_Task statement_:
Nothing should differ between your answer and the records.

[Records contained in a dataset]
===============
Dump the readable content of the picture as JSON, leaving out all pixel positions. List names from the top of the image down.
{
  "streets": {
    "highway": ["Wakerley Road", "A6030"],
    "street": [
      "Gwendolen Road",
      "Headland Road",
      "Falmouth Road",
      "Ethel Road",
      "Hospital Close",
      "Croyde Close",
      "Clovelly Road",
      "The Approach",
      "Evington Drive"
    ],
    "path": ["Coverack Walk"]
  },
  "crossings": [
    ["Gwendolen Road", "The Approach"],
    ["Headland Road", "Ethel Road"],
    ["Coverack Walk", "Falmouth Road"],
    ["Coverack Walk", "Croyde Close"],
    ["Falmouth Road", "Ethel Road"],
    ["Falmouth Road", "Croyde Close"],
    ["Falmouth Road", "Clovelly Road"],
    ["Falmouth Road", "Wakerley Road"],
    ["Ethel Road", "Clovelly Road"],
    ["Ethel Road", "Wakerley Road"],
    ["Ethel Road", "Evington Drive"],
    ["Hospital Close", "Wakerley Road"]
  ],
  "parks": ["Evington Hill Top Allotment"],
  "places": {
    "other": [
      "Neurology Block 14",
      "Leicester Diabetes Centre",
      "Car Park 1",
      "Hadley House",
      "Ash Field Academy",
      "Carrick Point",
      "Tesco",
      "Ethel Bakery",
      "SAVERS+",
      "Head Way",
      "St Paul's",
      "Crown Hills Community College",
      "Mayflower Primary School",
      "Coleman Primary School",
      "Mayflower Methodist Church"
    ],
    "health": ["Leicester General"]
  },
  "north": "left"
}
===============
_Exercise solution_:
Dump the readable content of the picture as JSON, leaving out all pixel positions. List names from the top of the image down.
{
  "streets": {
    "highway": ["Wakerley Road", "A6030"],
    "street": [
      "Gwendolen Road",
      "Headland Road",
      "Falmouth Road",
      "Ethel Road",
      "Hospital Close",
      "Croyde Close",
      "Clovelly Road",
      "The Approach",
      "Evington Drive"
    ],
    "path": ["Coverack Walk"]
  },
  "crossings": [
    ["Gwendolen Road", "The Approach"],
    ["Headland Road", "Ethel Road"],
    ["Coverack Walk", "Falmouth Road"],
    ["Coverack Walk", "Croyde Close"],
    ["Falmouth Road", "Ethel Road"],
    ["Falmouth Road", "Croyde Close"],
    ["Falmouth Road", "Clovelly Road"],
    ["Falmouth Road", "Wakerley Road"],
    ["Ethel Road", "Clovelly Road"],
    ["Ethel Road", "Wakerley Road"],
    ["Ethel Road", "Evington Drive"],
    ["Hospital Close", "Wakerley Road"]
  ],
  "parks": ["Evington Hill Top Allotment"],
  "places": {
    "other": [
      "Neurology Block 14",
      "Leicester Diabetes Centre",
      "Car Park 1",
      "Hadley House",
      "Ash Field Academy",
      "Carrick Point",
      "Tesco",
      "Ethel Bakery",
      "SAVERS+",
      "Head Way",
      "St Paul's",
      "Crown Hills Community College",
      "Mayflower Primary School",
      "Coleman Primary School",
      "Mayflower Methodist Church"
    ],
    "health": ["Leicester General"]
  },
  "north": "left"
}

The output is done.